Regarding the medjoul tray, we have only Bedatz kasharut, is there anyway to be kosher for pesach as well?

As always, we are requesting the outside cartons to have stickers on it for our. warehouse purposes. Black and white is file like 2" x 4" label, written the ff:

Galil logo
Item number (bold)
Description
Pack/size
Please confirm and email me you sales order (Ex. "D" to Affidavit in Opposition).

Defendant responded to the Plaintiff's order on August 25, 2015 with the following e-mail:

We are planning to ship this container on Sep. 24th, but we will try to make it 1 week earlier for Sep. 17th. Both products will be requested BADAZ for PASSOVER.

Liat - please note all the special requests for the labeling in the mail below (Ex. "E" to Affidavit in Opposition).

The e-mail copied other employees of the Defendant and instructed one of them in particular, Liat, to note Plaintiff's "special requests" for labeling when filling the order.

Later that same day (August 25), Defendant e-mailed Plaintiff saying:

Following our recent conversation I can't confirm at this point this order and your annual plan (Ex. "F" to Affidavit in Opposition).

On September 6, 2015, Defendant e-mailed Plaintiff:

Since our last phone call last week I haven't heard from you.

The current situation is as follows:

a. There is still your open balance account of about 45,000 USD that up till now we didn't get any info from you. We simply can not understand why we don't get that simple request.

b. As well, up till now we understand that you would like to split your annual order for the 1st time in many years between Hadiklaim and our competition.

Mainly due to those 2 reasons, we have decided to focus our work this year with someone else. Therefore, after the last container of Halawi that we have sent you last
week, we can't confirm the rest of your program.

As a company that looks long term we must utilize our capabilities and build a market with clients that we are sure are with us 100%.

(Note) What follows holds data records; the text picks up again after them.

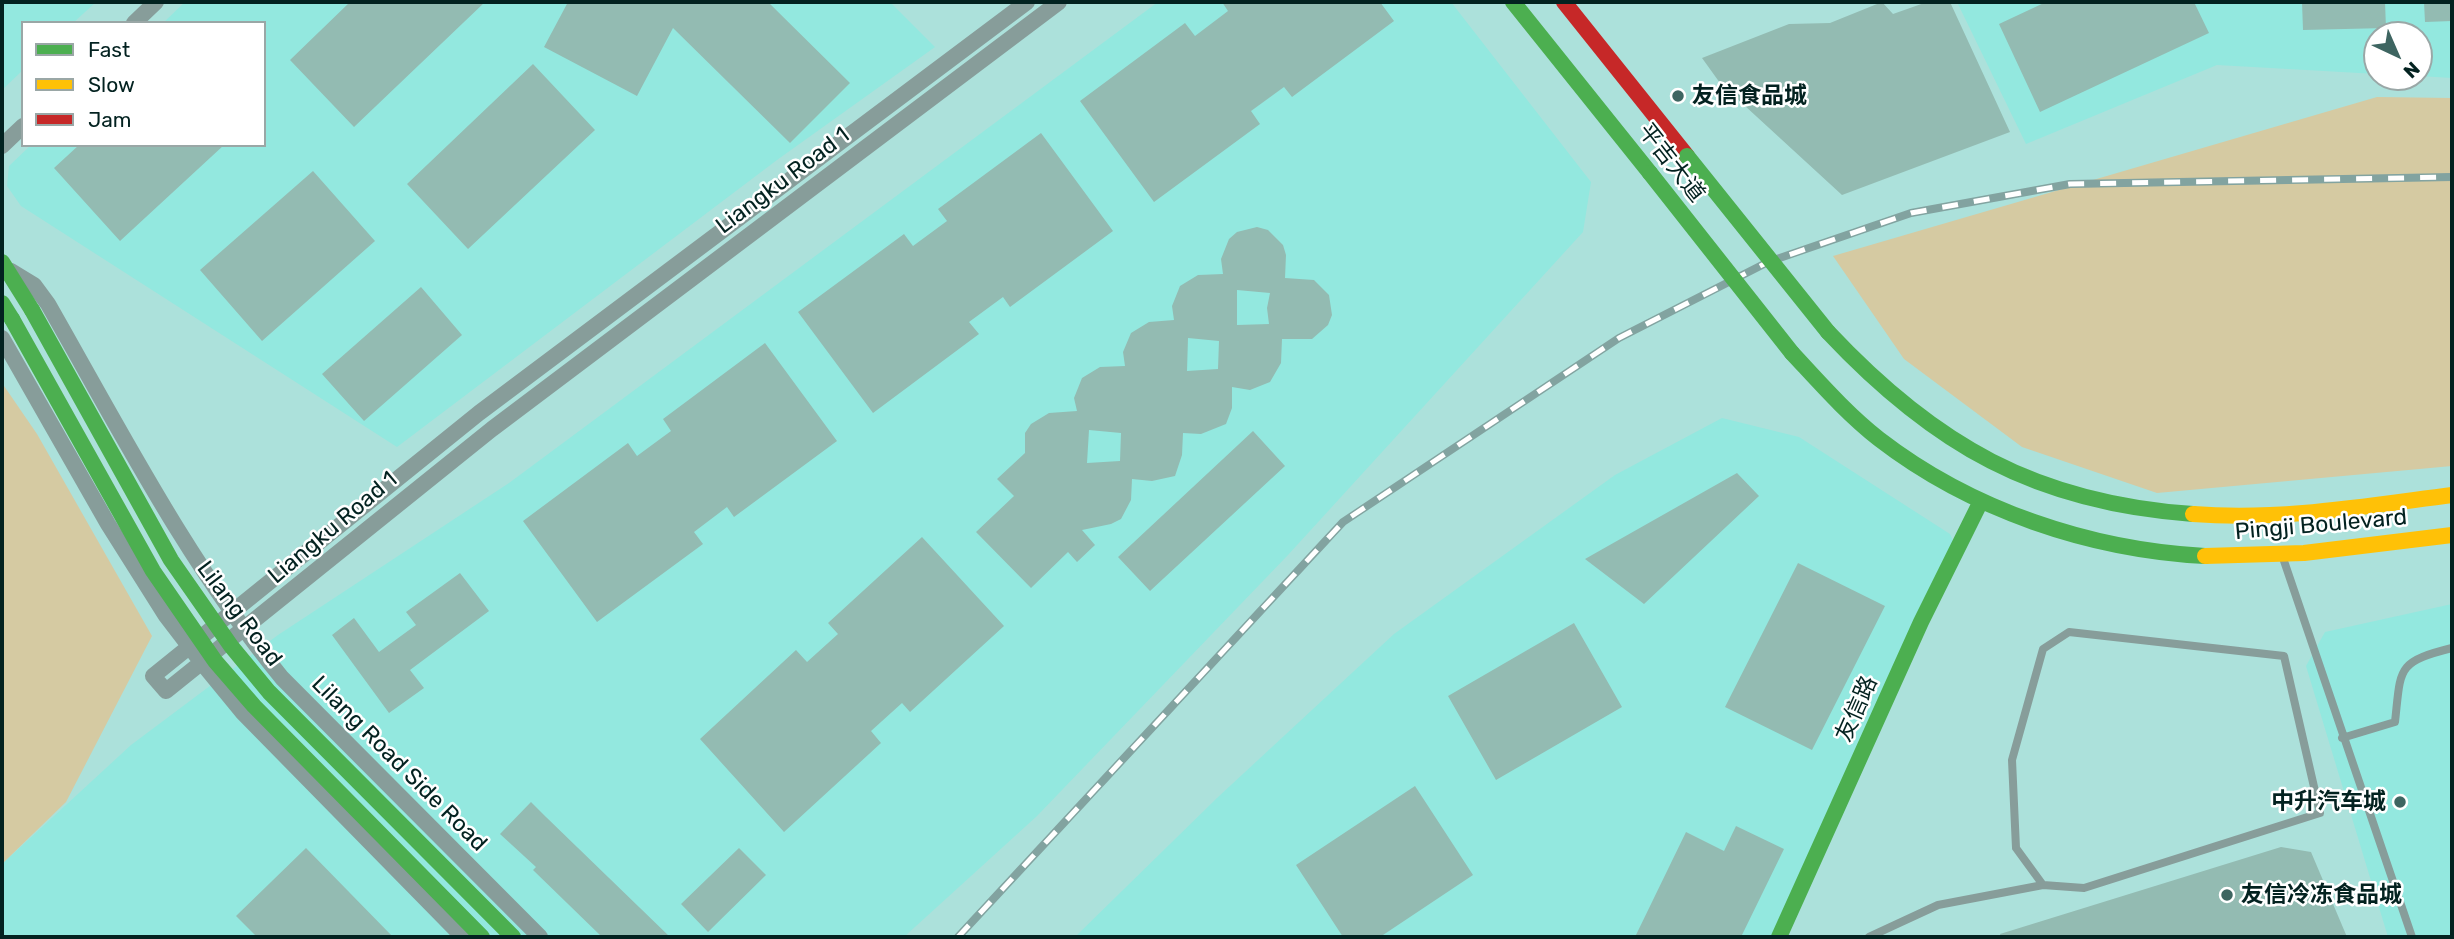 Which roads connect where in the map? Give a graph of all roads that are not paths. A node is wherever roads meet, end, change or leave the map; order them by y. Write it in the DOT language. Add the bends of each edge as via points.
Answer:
graph roads {
  1 [pos="156,2"];
  2 [pos="1027,2"];
  3 [pos="1059,2"];
  4 [pos="1513,2"];
  5 [pos="1563,2"];
  6 [pos="136,21"];
  7 [pos="21,128"];
  8 [pos="2,146"];
  9 [pos="4,265"];
  10 [pos="2,303"];
  11 [pos="1828,332"];
  12 [pos="2,338"];
  13 [pos="1792,353"];
  14 [pos="2452,495"];
  15 [pos="1988,504"];
  16 [pos="2452,535"];
  17 [pos="2282,556"];
  18 [pos="232,614"];
  19 [pos="244,630"];
  20 [pos="190,647"];
  21 [pos="2452,648"];
  22 [pos="202,663"];
  23 [pos="2342,738"];
  24 [pos="1832,861"];
  25 [pos="2043,885"];
  26 [pos="463,937"];
  27 [pos="482,937"];
  28 [pos="513,937"];
  29 [pos="540,937"];
  30 [pos="1779,937"];
  31 [pos="1868,937"];
  32 [pos="2412,937"];
  1 -- 6 [label="street"];
  2 -- 18 [label="street, Liangku Road 1" via="479,413"];
  3 -- 19 [label="street, Liangku Road 1" via="492,429"];
  4 -- 13 [label="street, 平吉大道, bridge"];
  5 -- 11 [label="street, 平吉大道, bridge"];
  7 -- 8 [label="street"];
  9 -- 18 [label="street, Lilang Road Side Road" via="34,285 48,304 188,550"];
  9 -- 28 [label="street, Lilang Road, bridge" via="171,560 231,646 269,692"];
  10 -- 27 [label="street, Lilang Road, bridge" via="153,571 215,661"];
  11 -- 14 [label="street, Pingji Boulevard" via="1870,378 1919,418 2024,477 2078,494 2214,516 2280,515"];
  12 -- 20 [label="street" via="108,524"];
  13 -- 15 [label="street, Pingji Boulevard" via="1842,407 1895,451"];
  15 -- 17 [label="street, Pingji Boulevard" via="2067,533 2138,548 2212,557"];
  15 -- 24 [label="street, 友信路"];
  15 -- 30 [label="street, 友信路" via="1921,622"];
  16 -- 17 [label="street, Pingji Boulevard"];
  17 -- 23 [label="lane"];
  18 -- 19 [label="street, Lilang Road Side Road"];
  18 -- 20 [label="street, Liangku Road 1"];
  19 -- 22 [label="street, Liangku Road 1"];
  19 -- 29 [label="street, Lilang Road Side Road" via="282,678"];
  20 -- 22 [label="street"];
  20 -- 22 [label="street, Liangku Road 1" via="153,676 166,691"];
  21 -- 23 [label="lane" via="2416,657 2400,673 2395,722"];
  22 -- 26 [label="street" via="243,712"];
  23 -- 32 [label="lane"];
  25 -- 25 [label="lane" via="2084,888 2319,813 2284,656 2069,632 2043,649 2012,760 2016,848"];
  25 -- 31 [label="lane" via="1938,905"];
}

This decision was taken mutually with Hadiklaim management (Ex. "G" to Affidavit in Opposition).

Thereafter, the Defendant reached a new exclusive arrangement with Devik International, Ltd. ("Devik"), which was followed by Plaintiff's commencement of the instant action and the filing of a complaint which asserts causes of action for breach of contract, promissory estoppel, breach of the covenant of good faith and fair dealing, and tortious interference with business relations.

Defendant moves to dismiss the complaint pursuant to CPLR 3211(a)(7).

For the reasons that follow, the motion is granted in part and denied in part.

The Court's Determination

In determining a motion to dismiss under CPLR 3211(a)(7), the complaint must be construed liberally, the factual allegations deemed to be true, and the nonmoving party granted the benefit of every possible favorable inference (Leon v Martinez, 84 NY2d 83, 87-88 [1994]; Sokol v Leader, 74 AD3d 1180 [2d Dept 2010]).

First Cause of Action

The claim for breach of contract in the first cause of action, which seeks damages as a result of the breach, is dismissed, but only to the extent provided herein.

In the first cause of action, the Plaintiff alleges that it entered into an agreement with the Defendant to be the exclusive distributor of "King Solomon" dates and that Defendant would act as Plaintiff's supplier for dates and other date products; that Defendant accepted Plaintiff's order for the 2015 season; and that Defendant breached the agreement by refusing to fulfill Plaintiff's order, purporting to terminate the agreement without reasonable notice, and selling "King Solomon" products to Devik and other customers. Plaintiff further alleges that it has performed its obligations under the agreement and that it has sustained damages from Defendant's breach in purporting to terminate the agreement without reasonable notice, including the inability to "find a suitable alternative with the requisite [Kosher] certifications needed for its customers" (Complaint at ¶¶ 22-27).

According to the Plaintiff, the Defendant is the only supplier which has the proper certifications for products subject to "Shmita" religious laws.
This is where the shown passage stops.